Dr. Know: Star-Crossed Corners, Mystery Pitchers, and Vintage Local Movies

211

The closing of Macy’s downtown is so sad. As I remember, that corner across from Fountain Square went through a big struggle before the Macy’s got built. Wasn’t there supposed to be more construction on top of that building at some point? Offices, condos, or something? —TALL ORDER

Illustration by Lars Leetaru


Dear Tall:
Caution: You are scraping a large sore. Yes, the downtown Macy’s, built in 1997 (it was Lazarus then), has the structural strength for supporting a future office tower. Or maybe some apartments. Possibly a Fountain Square Hooters? How about a vertical soccer stadium connected to a new Brent Spence Bridge?
Countless abandoned proposals have befallen the accursed northwest corner of Fifth and Vine. In the mid-1980s, the city evicted and razed several businesses, touting grand plans for “Fountain Square West,” a gleaming tower of entertainment and commerce. What we got was a gleaming square block of dirt. Corporate suitors came and went for 14 years while City Council did what it does best: argue. Fountain Square West eventually became a parking lot and a punch line.

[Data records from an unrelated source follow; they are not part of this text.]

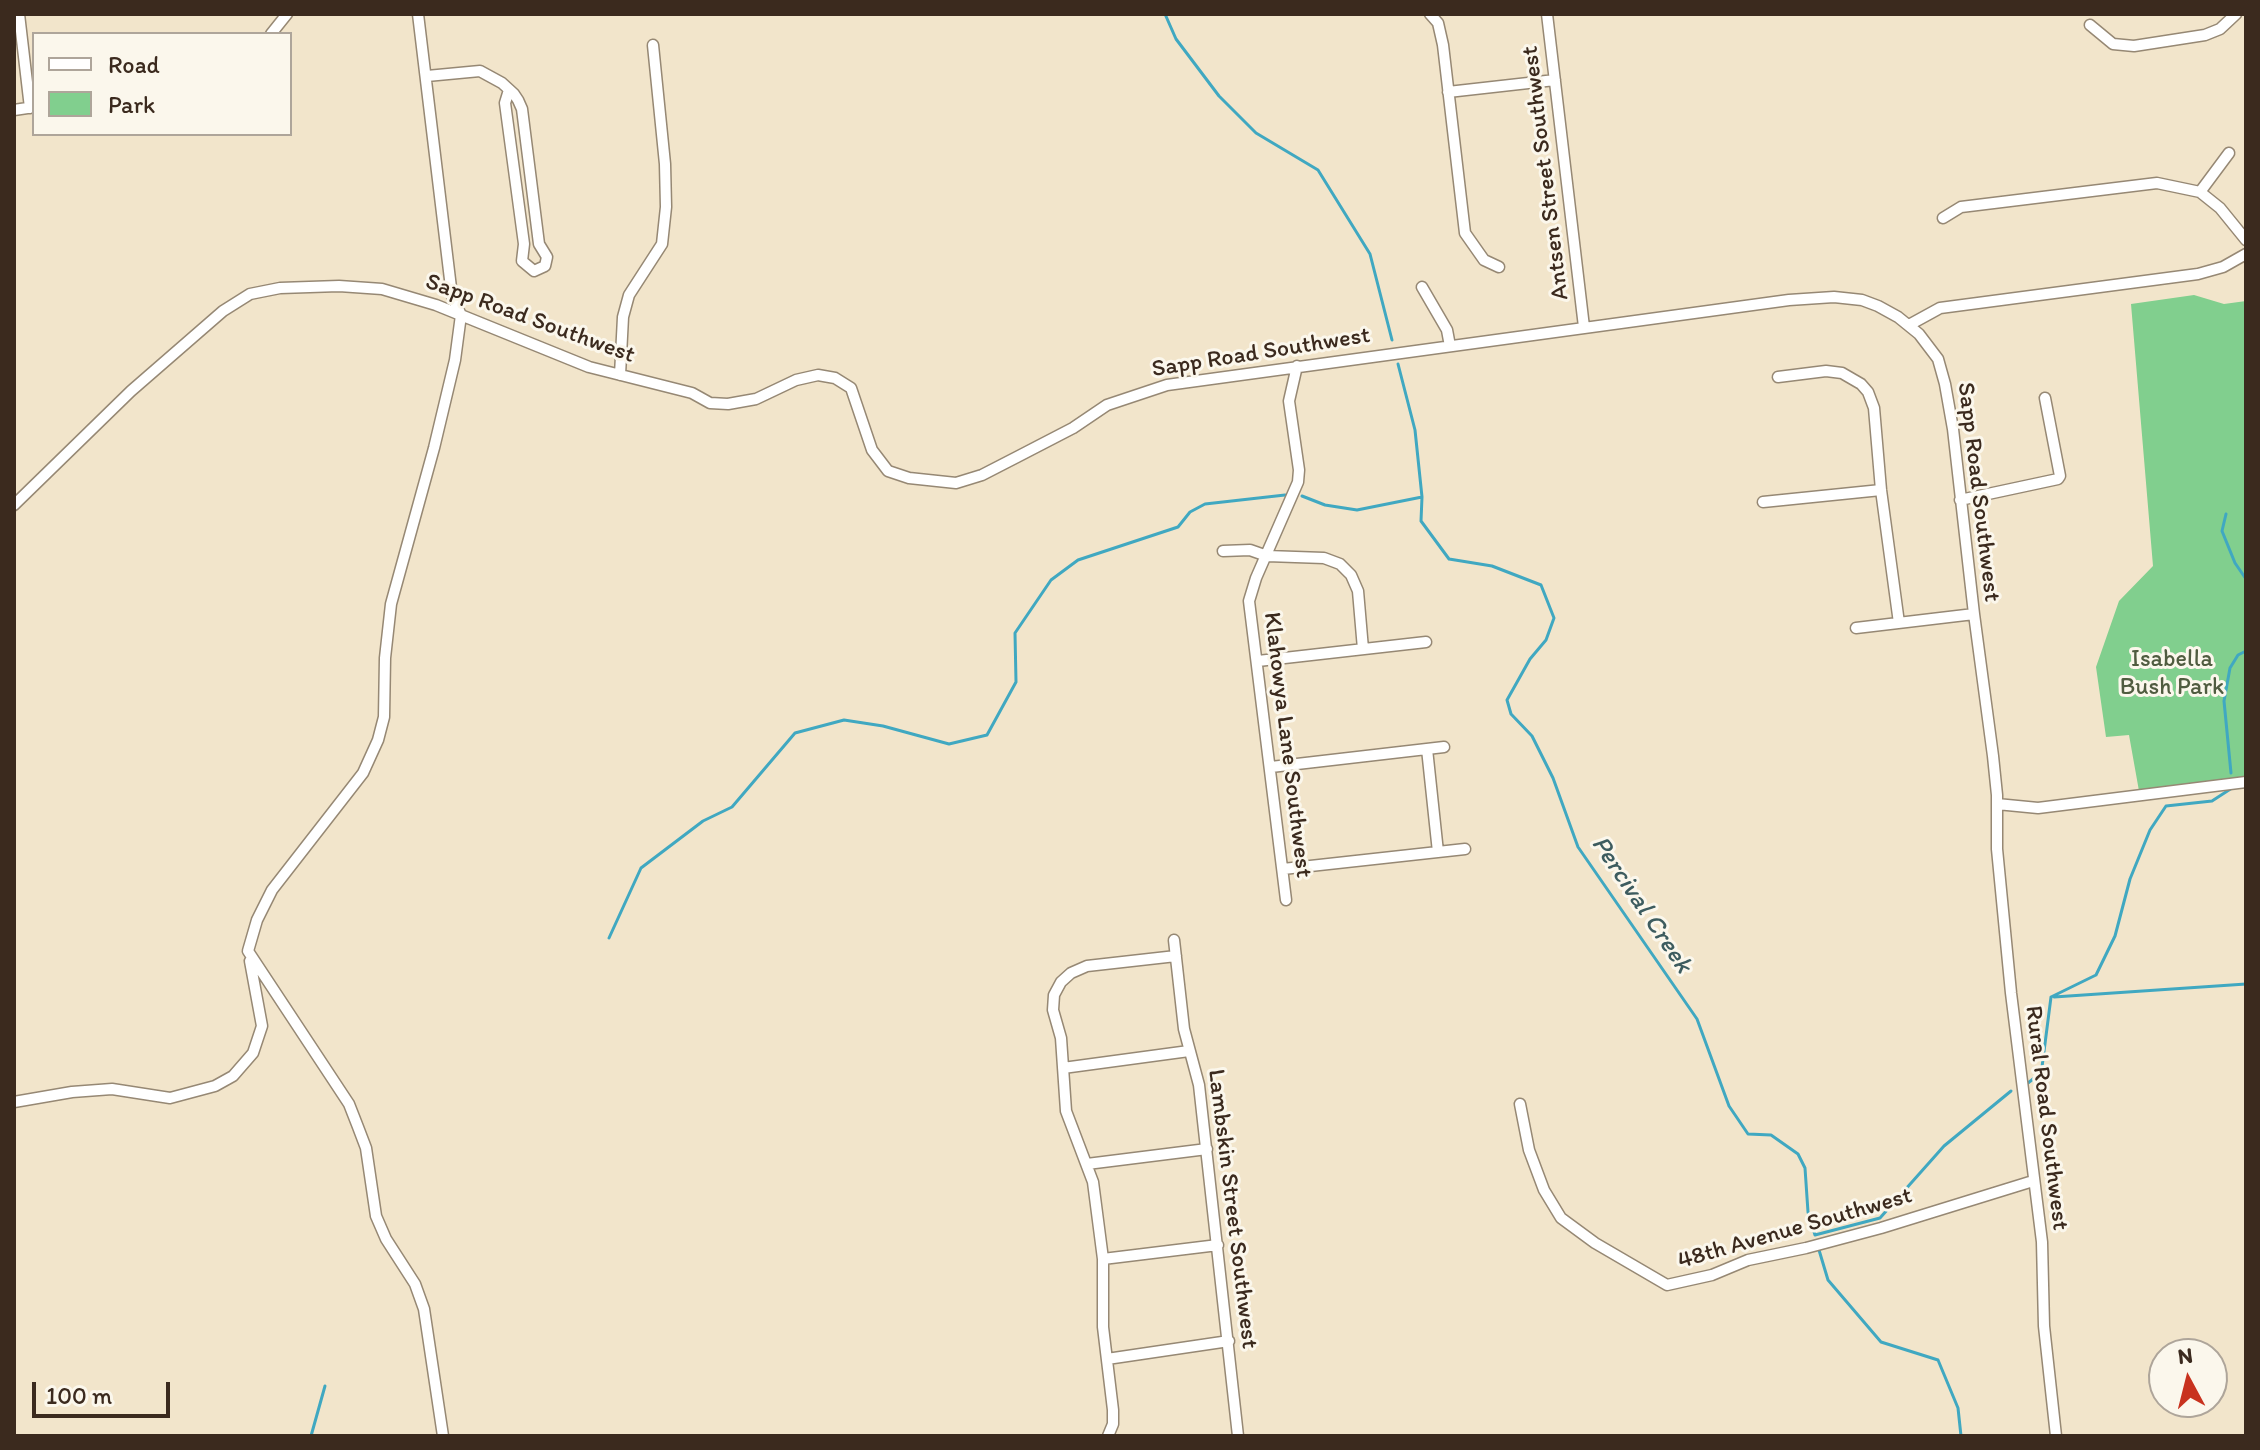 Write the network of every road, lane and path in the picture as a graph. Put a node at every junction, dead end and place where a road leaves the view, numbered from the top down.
1 (19, 14) edge
2 (287, 14) edge
3 (418, 14) edge
4 (1430, 14) edge
5 (1547, 14) edge
6 (2236, 14) edge
7 (2090, 25) dead end
8 (273, 32) edge
9 (653, 45) dead end
10 (427, 76) junction
11 (1555, 80) junction
12 (509, 90) junction
13 (1448, 92) junction
14 (32, 107) edge
15 (14, 110) edge
16 (2229, 153) dead end
17 (2200, 192) junction
18 (1943, 218) dead end
19 (2246, 240) edge
20 (2246, 254) edge
21 (1499, 267) dead end
22 (1422, 287) dead end
23 (461, 315) junction
24 (1909, 325) junction
25 (1584, 327) junction
26 (1450, 346) junction
27 (1297, 366) junction
28 (620, 375) junction
29 (1778, 377) dead end
30 (2045, 398) dead end
31 (1881, 490) junction
32 (1960, 500) junction
33 (1763, 502) dead end
34 (14, 505) edge
35 (1223, 551) dead end
36 (1267, 556) junction
37 (1974, 614) junction
38 (1899, 623) junction
39 (1856, 628) dead end
40 (1426, 642) dead end
41 (1363, 649) junction
42 (1258, 661) junction
43 (1444, 747) dead end
44 (1427, 749) junction
45 (1271, 767) junction
46 (2246, 782) edge
47 (1997, 804) junction
48 (1465, 849) dead end
49 (1438, 852) junction
50 (1283, 869) junction
51 (1286, 900) dead end
52 (1174, 940) dead end
53 (249, 955) junction
54 (1176, 956) junction
55 (1189, 1051) junction
56 (1063, 1068) junction
57 (14, 1102) edge
58 (1520, 1104) dead end
59 (1207, 1149) junction
60 (1087, 1164) junction
61 (2033, 1181) junction
62 (1218, 1245) junction
63 (1103, 1259) junction
64 (1229, 1341) junction
65 (1107, 1359) junction
66 (443, 1436) edge
67 (1108, 1436) edge
68 (1238, 1436) edge
69 (2056, 1436) edge

1 - 14 street
2 - 8 street
3 - 10 street
4 - 13 street
5 - 11 street, Antsen Street Southwest
6 - 7 street
9 - 28 street
10 - 12 street
10 - 23 street
11 - 13 street
11 - 25 street, Antsen Street Southwest
12 - 12 street
13 - 21 street
14 - 15 street
16 - 17 street
17 - 18 street
17 - 19 street
20 - 24 street
22 - 26 street
23 - 28 street, Sapp Road Southwest
23 - 34 street, Sapp Road Southwest
23 - 53 street
24 - 25 street, Sapp Road Southwest
24 - 32 street, Sapp Road Southwest
25 - 26 street, Sapp Road Southwest
26 - 27 street, Sapp Road Southwest
27 - 28 street, Sapp Road Southwest
27 - 36 street, Klahowya Lane Southwest
29 - 31 street
30 - 32 street
31 - 33 street
31 - 38 street
32 - 37 street, Sapp Road Southwest
35 - 36 street
36 - 41 street
36 - 42 street, Klahowya Lane Southwest
37 - 38 street
37 - 47 street, Sapp Road Southwest
38 - 39 street
40 - 41 street
41 - 42 street
42 - 45 street, Klahowya Lane Southwest
43 - 44 street
44 - 45 street
44 - 49 street
45 - 50 street, Klahowya Lane Southwest
46 - 47 street
47 - 61 street, Rural Road Southwest
48 - 49 street
49 - 50 street
50 - 51 street, Klahowya Lane Southwest
52 - 54 street, Lambskin Street Southwest
53 - 57 street
53 - 66 street
54 - 55 street, Lambskin Street Southwest
54 - 56 street
55 - 56 street
55 - 59 street, Lambskin Street Southwest
56 - 60 street
58 - 61 street, 48th Avenue Southwest
59 - 60 street
59 - 62 street, Lambskin Street Southwest
60 - 63 street
61 - 69 street, Rural Road Southwest
62 - 63 street
62 - 64 street, Lambskin Street Southwest
63 - 65 street
64 - 65 street
64 - 68 street, Lambskin Street Southwest
65 - 67 street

The star-crossed corner finally got a Macy’s with help from a hefty city bribe tax subsidy. Accordingly, Cincinnati’s requirement to always have an embarrassing acres-of-nothing boondoggle within city limits was moved to The Banks. Now that that’s been (mostly) filled in, the grand vision has apparently moved back north. Hey, our downtown has made major strides in recent years, so we shouldn’t complain about Macy’s closing. This could be our chance to have a Tiffany’s and Hooters side by side!


Here’s a baseball question for the approaching season. Pitching legend Sandy Koufax briefly played for the University of Cincinnati in 1954, but nobody, including him, remembers the number on his uniform. Has anyone ever solved this minor mystery? Can you? —FULL COUNT

Dear Full:
The Doctor enjoys a good challenge, but it must present a minuscule hope of victory, or at least a critical mass of curiosity. The great Mr. Koufax himself, as you observe, devoted no memory cells to this topic. His single baseball season in Cincinnati was almost an afterthought to the basketball scholarship that first brought him to UC. Such brevity—he pitched only four games—left no official record of his uniform number, and no photograph with a revealing angle has been found.

A rummage through old newspaper articles only makes things worse. Let’s watch history change before our eyes: In 1954, papers reported that Koufax enjoyed a winning season of 3 and 1, struck out 34 batters in two consecutive games, and then got offered $20,000 to join the Brooklyn Dodgers. But in 1955, history increased those struck-out batters to 35. Oh, and the Dodgers’ offer had apparently only been $18,000. The 1957 version of 1954 bumped Koufax’s 3 and 1 season to a perfect 5 and 0. And by 1964, the Dodgers’ bid had shrunk to $15,000. Following this standard of accuracy, the Doctor hereby declares that Sandy Koufax’s UC uniform number was 41, the same as another legendary southpaw: Joe Nuxhall. Go ahead, prove him wrong.


At the BrewRiver restaurant in the East End, I saw some wallpaper showing old ads for classic movies. I assumed it was generic, until I noticed that the ads were for old Cincinnati movie theaters! The Albee, Lyric, Shubert, and more are all there. Who designed this beautiful collage? —ALBEE SEEING YOU

Dear Seeing:
Here’s looking at them, kid. On the wall you see dead people, but when they’re presented so artfully, frankly, you don’t give a damn. Joby Bowman, managing partner at BrewRiver Gastropub, credits her late father for this cinematic set. Thanks to a beautiful friendship, he had access to a huge collection of mint-condition local movie ads. Keep these screen gems hidden? Inconceivable! From hundreds of ads, he chose wisely and gathered the fairest of them all. Put ’em up, put ’em up!

That escalated quickly. Some images became framed posters throughout the restaurant’s upper-level “theater room,” but in one area the pictures got small. Dozens of old Cincinnati theater ads, carefully reproduced on wallpaper, now beckon fans of classic films to come up and see them sometime. Maybe not today, maybe not tomorrow, but soon. And after you’ve sampled the menu, you’ll be back.